I will be making Thanksgiving Day dinner as usual. I will be hosting 12 adults and 3 children. I also invited friends of ours because the more the merrier. They can't make it though so only the 15 of us.


----------



## JeanMarie (Mar 2, 2008)

Kim...just remember to take out ALL the extra body parts they stuff in the turkey. Get a Butterball with a pop-up timer and you'll be fine! The Pepperage Farm stuffing mixes are very tasty and easy easy. Don't worry about gravy either. If you are not confident...get the bottled or canned stuff. Seriously, no one cares as long as there's plenty and it's hot! One year, when I was working, I ordered the whole she-bang from Safeway Foods. It was de-lish and they even threw in a pie. ;-)

Thank heavens for friends...
I have a couple invites and feel very blessed indeed.


----------



## Scooter's Family (May 23, 2008)

You can cheat with gravy that's in a jar or a mix if you're nervous about that. If you make it and it's lumpy, just put through a strainer but don't squish the lumps!

The most difficult part is timing everything so it's finished at the same time. Look at it this way, anything you mess up will be a funny story for next year!


----------



## Amy R. (Jul 1, 2007)

Happy TG !!!!! What a hilarious picture!!!!!


----------



## Miss Paige (Apr 4, 2008)

I have to work till 1:30-hubby is cooking since it's only us and the "kids". Daughter & SIL are going to his mom's for the holiday.

Hubby is cooking a pork loin for us. The "kids" are getting Turkey-sweet potato-cranberries-all home cooked. We are having Stove Top Stuffing Corn Bread (of course) and cranberry sauce to go with the pork. I know it's a crazy house when the "kids" get the real Thanksgiving meal and the people don't.

Pat (humom to)
Miss Paige
Mr Roman
Ms Frannie


----------



## Scooter's Family (May 23, 2008)

Good for you Pat, eat what you like! Who says you have to have turkey?


----------



## pjewel (Apr 11, 2007)

I'll be going to my DILs mother's house. I think we'll only be about 10 or 12 this year. It will be extra special this time since my kids moved to Arizona a few months ago. First time I'll see the grand kids since they left. Lots of good food, good company and I don't have to cook. I'll be baking a cake and possibly trying out a new side dish recipe even though they've not been requested. I'll also take lots of pictures.

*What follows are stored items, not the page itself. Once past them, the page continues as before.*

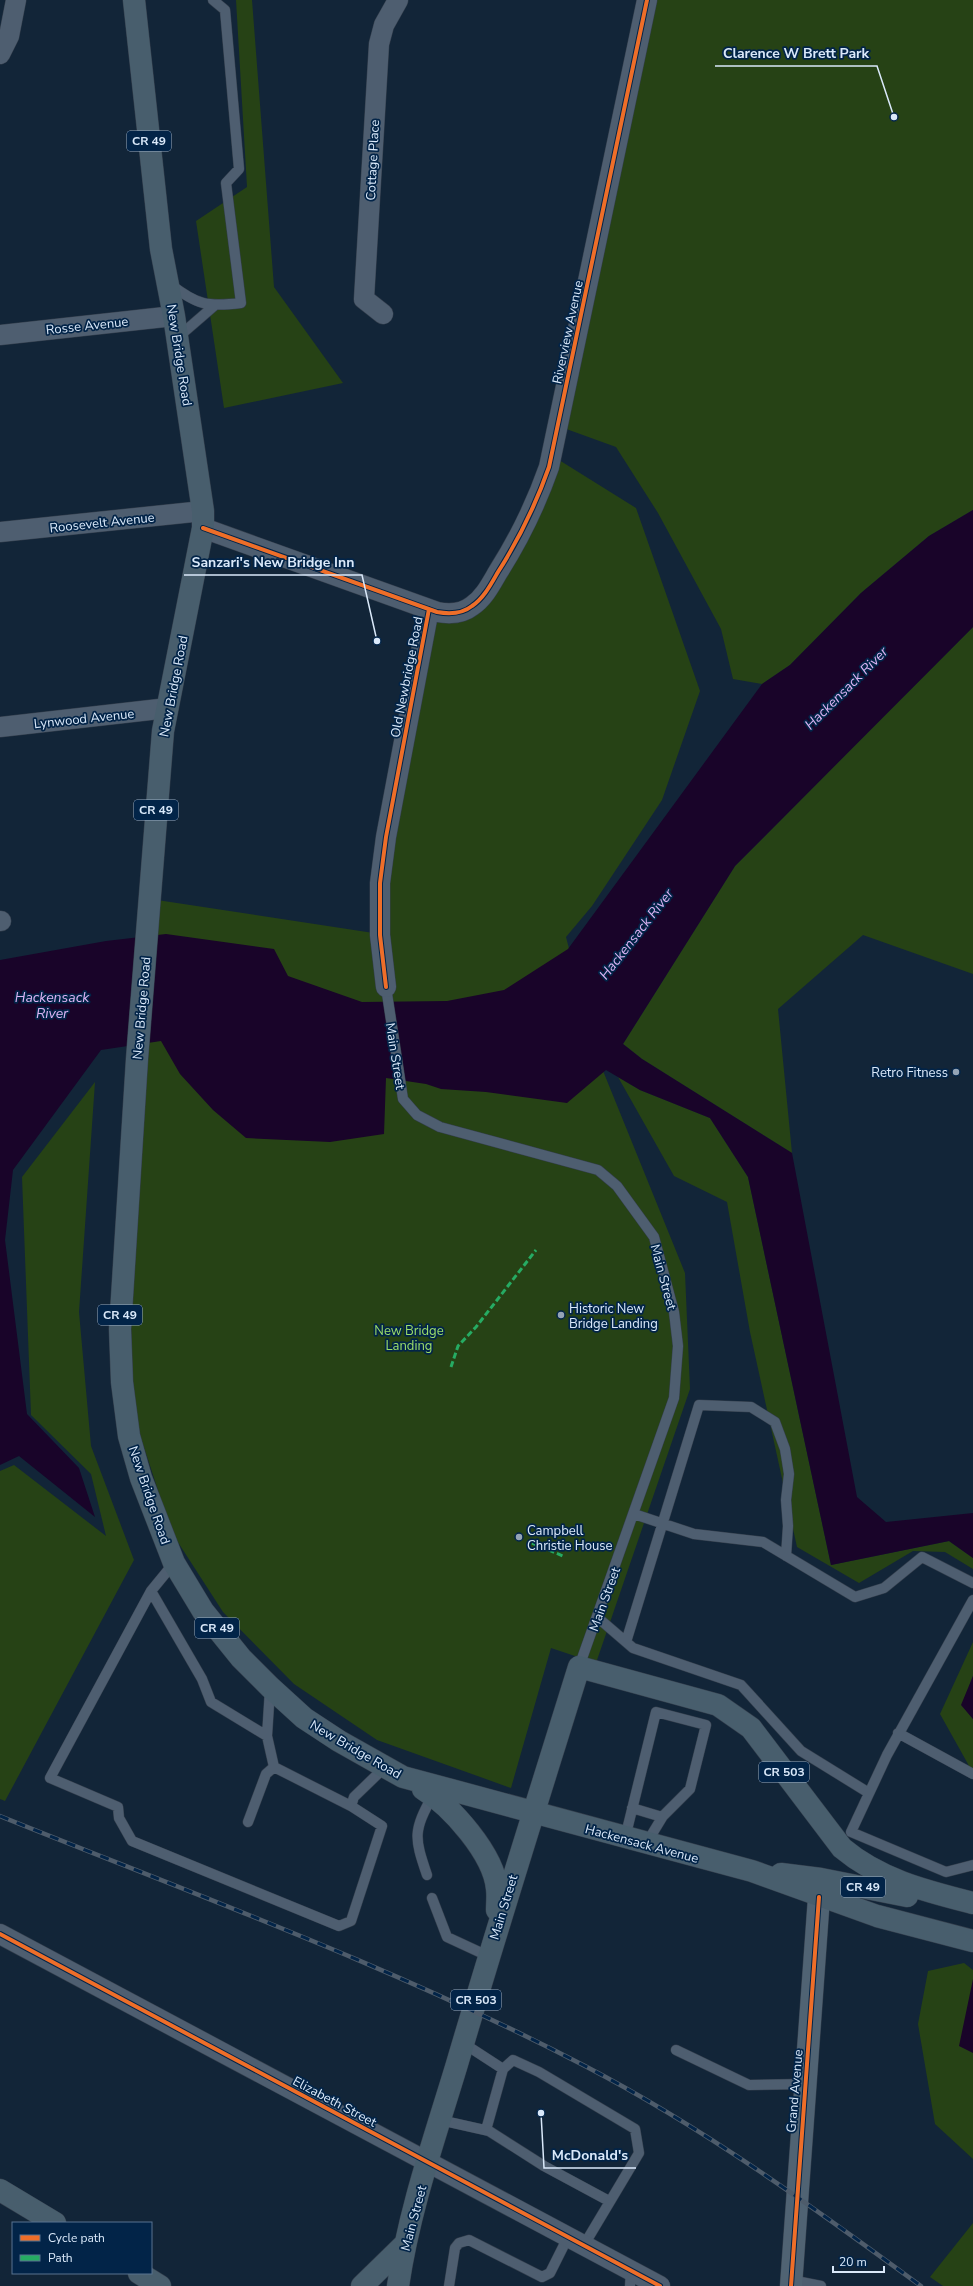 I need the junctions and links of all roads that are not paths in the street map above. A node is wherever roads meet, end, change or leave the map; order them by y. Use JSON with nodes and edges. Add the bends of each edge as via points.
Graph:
{"nodes":[{"id":1,"x":16,"y":0,"type":"edge"},
{"id":2,"x":134,"y":0,"type":"edge"},
{"id":3,"x":213,"y":0,"type":"edge"},
{"id":4,"x":398,"y":0,"type":"edge"},
{"id":5,"x":646,"y":0,"type":"edge"},
{"id":6,"x":0,"y":54,"type":"edge"},
{"id":7,"x":167,"y":281,"type":"junction"},
{"id":8,"x":214,"y":306,"type":"junction"},
{"id":9,"x":383,"y":314,"type":"dead end"},
{"id":10,"x":174,"y":316,"type":"junction"},
{"id":11,"x":0,"y":335,"type":"edge"},
{"id":12,"x":177,"y":338,"type":"junction"},
{"id":13,"x":203,"y":520,"type":"junction"},
{"id":14,"x":0,"y":532,"type":"edge"},
{"id":15,"x":429,"y":609,"type":"junction"},
{"id":16,"x":168,"y":708,"type":"junction"},
{"id":17,"x":0,"y":727,"type":"edge"},
{"id":18,"x":386,"y":987,"type":"joint"},
{"id":19,"x":634,"y":1514,"type":"junction"},
{"id":20,"x":663,"y":1523,"type":"junction"},
{"id":21,"x":786,"y":1556,"type":"junction"},
{"id":22,"x":174,"y":1563,"type":"junction"},
{"id":23,"x":973,"y":1583,"type":"edge"},
{"id":24,"x":151,"y":1590,"type":"junction"},
{"id":25,"x":973,"y":1600,"type":"edge"},
{"id":26,"x":597,"y":1617,"type":"junction"},
{"id":27,"x":626,"y":1642,"type":"junction"},
{"id":28,"x":579,"y":1667,"type":"junction"},
{"id":29,"x":270,"y":1687,"type":"junction"},
{"id":30,"x":898,"y":1733,"type":"junction"},
{"id":31,"x":267,"y":1736,"type":"junction"},
{"id":32,"x":274,"y":1767,"type":"junction"},
{"id":33,"x":394,"y":1772,"type":"junction"},
{"id":34,"x":973,"y":1774,"type":"edge"},
{"id":35,"x":869,"y":1793,"type":"junction"},
{"id":36,"x":433,"y":1795,"type":"junction"},
{"id":37,"x":351,"y":1806,"type":"junction"},
{"id":38,"x":632,"y":1808,"type":"junction"},
{"id":39,"x":533,"y":1813,"type":"junction"},
{"id":40,"x":662,"y":1817,"type":"junction"},
{"id":41,"x":248,"y":1822,"type":"dead end"},
{"id":42,"x":625,"y":1838,"type":"junction"},
{"id":43,"x":846,"y":1840,"type":"junction"},
{"id":44,"x":646,"y":1844,"type":"junction"},
{"id":45,"x":973,"y":1865,"type":"edge"},
{"id":46,"x":752,"y":1871,"type":"junction"},
{"id":47,"x":427,"y":1875,"type":"dead end"},
{"id":48,"x":819,"y":1897,"type":"junction"},
{"id":49,"x":432,"y":1898,"type":"dead end"},
{"id":50,"x":973,"y":1905,"type":"edge"},
{"id":51,"x":496,"y":1927,"type":"junction"},
{"id":52,"x":0,"y":1934,"type":"edge"},
{"id":53,"x":973,"y":1941,"type":"edge"},
{"id":54,"x":488,"y":1956,"type":"junction"},
{"id":55,"x":463,"y":2043,"type":"junction"},
{"id":56,"x":676,"y":2050,"type":"dead end"},
{"id":57,"x":503,"y":2069,"type":"junction"},
{"id":58,"x":805,"y":2084,"type":"junction"},
{"id":59,"x":440,"y":2120,"type":"junction"},
{"id":60,"x":486,"y":2130,"type":"junction"},
{"id":61,"x":428,"y":2162,"type":"junction"},
{"id":62,"x":0,"y":2190,"type":"edge"},
{"id":63,"x":609,"y":2201,"type":"junction"},
{"id":64,"x":53,"y":2222,"type":"edge"},
{"id":65,"x":576,"y":2241,"type":"junction"},
{"id":66,"x":404,"y":2245,"type":"junction"},
{"id":67,"x":141,"y":2274,"type":"edge"},
{"id":68,"x":631,"y":2278,"type":"edge"},
{"id":69,"x":791,"y":2283,"type":"edge"},
{"id":70,"x":160,"y":2286,"type":"edge"},
{"id":71,"x":362,"y":2286,"type":"edge"},
{"id":72,"x":398,"y":2286,"type":"edge"},
{"id":73,"x":450,"y":2286,"type":"edge"},
{"id":74,"x":660,"y":2286,"type":"edge"},
{"id":75,"x":821,"y":2286,"type":"edge"}],
"edges":[{"from":1,"to":6,"type":"street","via":[[9,36]]},
{"from":2,"to":7,"type":"main road","name":"New Bridge Road","number":"CR 49","via":[[161,249]]},
{"from":3,"to":8,"type":"lane","via":[[225,10],[233,86],[239,169],[226,183],[241,303]]},
{"from":4,"to":9,"type":"street","name":"Cottage Place","via":[[384,25],[379,44],[364,299]]},
{"from":5,"to":15,"type":"street","name":"Riverview Avenue","via":[[549,467],[536,504],[484,596],[471,607],[451,614]]},
{"from":7,"to":8,"type":"lane","via":[[188,298]]},
{"from":7,"to":10,"type":"main road","name":"New Bridge Road","number":"CR 49"},
{"from":8,"to":12,"type":"lane"},
{"from":10,"to":11,"type":"street","name":"Rosse Avenue"},
{"from":10,"to":12,"type":"main road","name":"New Bridge Road","number":"CR 49"},
{"from":12,"to":13,"type":"main road","name":"New Bridge Road","number":"CR 49"},
{"from":13,"to":14,"type":"street","name":"Roosevelt Avenue"},
{"from":13,"to":15,"type":"street","name":"Old Newbridge Road"},
{"from":13,"to":16,"type":"main road","name":"New Bridge Road","number":"CR 49"},
{"from":15,"to":18,"type":"street","name":"Old Newbridge Road","via":[[386,837],[380,883],[380,935]]},
{"from":16,"to":17,"type":"street","name":"Lynwood Avenue"},
{"from":16,"to":22,"type":"main road","name":"New Bridge Road","number":"CR 49","via":[[158,781],[120,1329],[122,1382],[129,1436],[141,1478]]},
{"from":18,"to":19,"type":"lane","name":"Main Street","via":[[403,1099],[417,1115],[440,1127],[598,1170],[617,1186],[654,1237],[674,1312],[678,1346],[674,1398]]},
{"from":19,"to":20,"type":"lane"},
{"from":19,"to":26,"type":"lane","name":"Main Street"},
{"from":20,"to":21,"type":"lane","via":[[694,1534],[763,1542]]},
{"from":20,"to":21,"type":"lane","via":[[699,1405],[751,1407],[774,1422],[785,1449],[789,1474],[786,1500]]},
{"from":20,"to":27,"type":"lane"},
{"from":21,"to":23,"type":"lane","via":[[855,1597],[884,1588],[922,1557]]},
{"from":22,"to":24,"type":"lane"},
{"from":22,"to":29,"type":"main road","name":"New Bridge Road","number":"CR 49","via":[[203,1611],[241,1658]]},
{"from":24,"to":31,"type":"lane","via":[[202,1679],[211,1702]]},
{"from":24,"to":37,"type":"lane","via":[[50,1778],[118,1808],[119,1818],[132,1841],[339,1926],[351,1921],[382,1826]]},
{"from":25,"to":30,"type":"lane"},
{"from":26,"to":27,"type":"lane"},
{"from":26,"to":28,"type":"lane","name":"Main Street"},
{"from":27,"to":35,"type":"lane","via":[[633,1648],[741,1685],[801,1751]]},
{"from":28,"to":39,"type":"main road","name":"Main Street","number":"CR 503"},
{"from":28,"to":43,"type":"main road","number":"CR 503","via":[[718,1705],[751,1728]]},
{"from":29,"to":31,"type":"lane"},
{"from":29,"to":33,"type":"main road","name":"New Bridge Road","number":"CR 49","via":[[304,1718]]},
{"from":30,"to":34,"type":"lane"},
{"from":30,"to":35,"type":"lane"},
{"from":31,"to":32,"type":"lane"},
{"from":32,"to":37,"type":"lane"},
{"from":32,"to":41,"type":"lane","via":[[266,1774]]},
{"from":33,"to":36,"type":"main road"},
{"from":33,"to":37,"type":"lane","via":[[354,1797]]},
{"from":33,"to":39,"type":"main road","name":"New Bridge Road","number":"CR 49"},
{"from":35,"to":43,"type":"lane"},
{"from":36,"to":47,"type":"lane","via":[[420,1818],[416,1843]]},
{"from":36,"to":51,"type":"main road","via":[[456,1814],[488,1862],[497,1887]]},
{"from":38,"to":40,"type":"lane"},
{"from":38,"to":40,"type":"lane","via":[[656,1712],[706,1726],[690,1789]]},
{"from":38,"to":42,"type":"lane"},
{"from":39,"to":42,"type":"main road","name":"Hackensack Avenue"},
{"from":39,"to":51,"type":"main road","name":"Main Street","number":"CR 503"},
{"from":40,"to":44,"type":"lane"},
{"from":42,"to":44,"type":"main road","name":"Hackensack Avenue"},
{"from":43,"to":45,"type":"lane","via":[[946,1872]]},
{"from":43,"to":50,"type":"main road","number":"CR 503","via":[[859,1863],[880,1875]]},
{"from":44,"to":46,"type":"main road","name":"Hackensack Avenue"},
{"from":46,"to":48,"type":"main road","name":"Hackensack Avenue"},
{"from":46,"to":50,"type":"main road","name":"Hackensack Avenue","number":"CR 49","via":[[821,1879],[931,1901]]},
{"from":48,"to":53,"type":"main road","name":"Hackensack Avenue","via":[[877,1916]]},
{"from":48,"to":58,"type":"street","name":"Grand Avenue"},
{"from":49,"to":54,"type":"lane","via":[[447,1937]]},
{"from":51,"to":54,"type":"main road","name":"Main Street","number":"CR 503"},
{"from":52,"to":61,"type":"street","name":"Elizabeth Street"},
{"from":54,"to":55,"type":"main road","name":"Main Street","number":"CR 503"},
{"from":55,"to":57,"type":"lane"},
{"from":55,"to":59,"type":"main road","name":"Main Street","number":"CR 503"},
{"from":56,"to":58,"type":"lane","via":[[749,2085]]},
{"from":57,"to":60,"type":"lane"},
{"from":57,"to":63,"type":"lane","via":[[513,2060],[539,2072],[635,2129],[639,2153]]},
{"from":58,"to":69,"type":"street","name":"Grand Avenue"},
{"from":59,"to":60,"type":"lane"},
{"from":59,"to":61,"type":"main road","name":"Main Street","number":"CR 503"},
{"from":60,"to":63,"type":"lane","via":[[544,2166]]},
{"from":61,"to":65,"type":"street","name":"Elizabeth Street"},
{"from":61,"to":66,"type":"main road","name":"Main Street","number":"CR 503"},
{"from":62,"to":64,"type":"main road"},
{"from":63,"to":65,"type":"lane"},
{"from":65,"to":68,"type":"street","name":"Elizabeth Street"},
{"from":65,"to":73,"type":"lane","via":[[550,2273],[542,2277],[470,2240],[459,2243],[454,2248]]},
{"from":66,"to":71,"type":"main road","number":"CR 503"},
{"from":66,"to":72,"type":"main road","name":"Main Street","number":"CR 503"},
{"from":67,"to":70,"type":"main road"},
{"from":68,"to":74,"type":"street","name":"Elizabeth Street"},
{"from":69,"to":75,"type":"lane"}]}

I remember one year when I did Thanksgiving for 15 people. I hadn't done a big gathering for years and needed to fill in on lots of stuff. By the time I bought an additional set of dishes, flatware, glasses, microwave to warm things and other sundry items, that dinner cost me $3,000, not including the food. Since I got to do the next year as well, my pro rated costs came to $1500/year - a real bargain. ound: 

Then there was the year I injured my back right before Thanksgiving by falling over a telephone pole lying in the parking lot where I worked (long story). Though I had bought most of the stuff, I figured I'd better order the dinner since I was in too much pain to deal with the 25 lb. turkey in an out of the oven. I got it from a great catering place and didn't mention it to my brother with the well trained palate. As he lifted the cranberry compote to pass it around the table he said to me, "why is there a sticker on the bottom that says #4? I had to fess up and pay the price for years to come.


----------



## JeanMarie (Mar 2, 2008)

Hah! Love the stories! The Seattle area is well known for for it's November storms. We've pretty much had solid rain and wind so far this month...
One year we had a historic windstorm that hit right on Thanksgiving. Everyone lost power that day and some for the whole holiday weekend. Needless to say, there were thousands of ruined dinners. We fired up our weber grill and had the best BBQ turkey! Sometimes you just gotta get creative!


----------



## Lynn (Jan 2, 2007)

Geri, that is funny....I love it!! I can so relate to your stories

I am getting ready to have Thanksgiving for 22 people and if one more person says there coming I am going over the deep end. 

I know what you mean about the cost adding up, I am the same way....new dish, move silerware, appetizers from the deli. Oh new coat rack, to do all the coats, it is amazing the things I can think of to buy for these dinners.

I actually really nervous this year about the dogs, I have a two yr old and a 5 yr old and Casper is not good with kids. So my plan is to have them in a separate location in the house, they will be able to see us, but fenced in probably barking. I just can't risk the chance Casper will bite someone, now Missy loves kids and I could trust her.


----------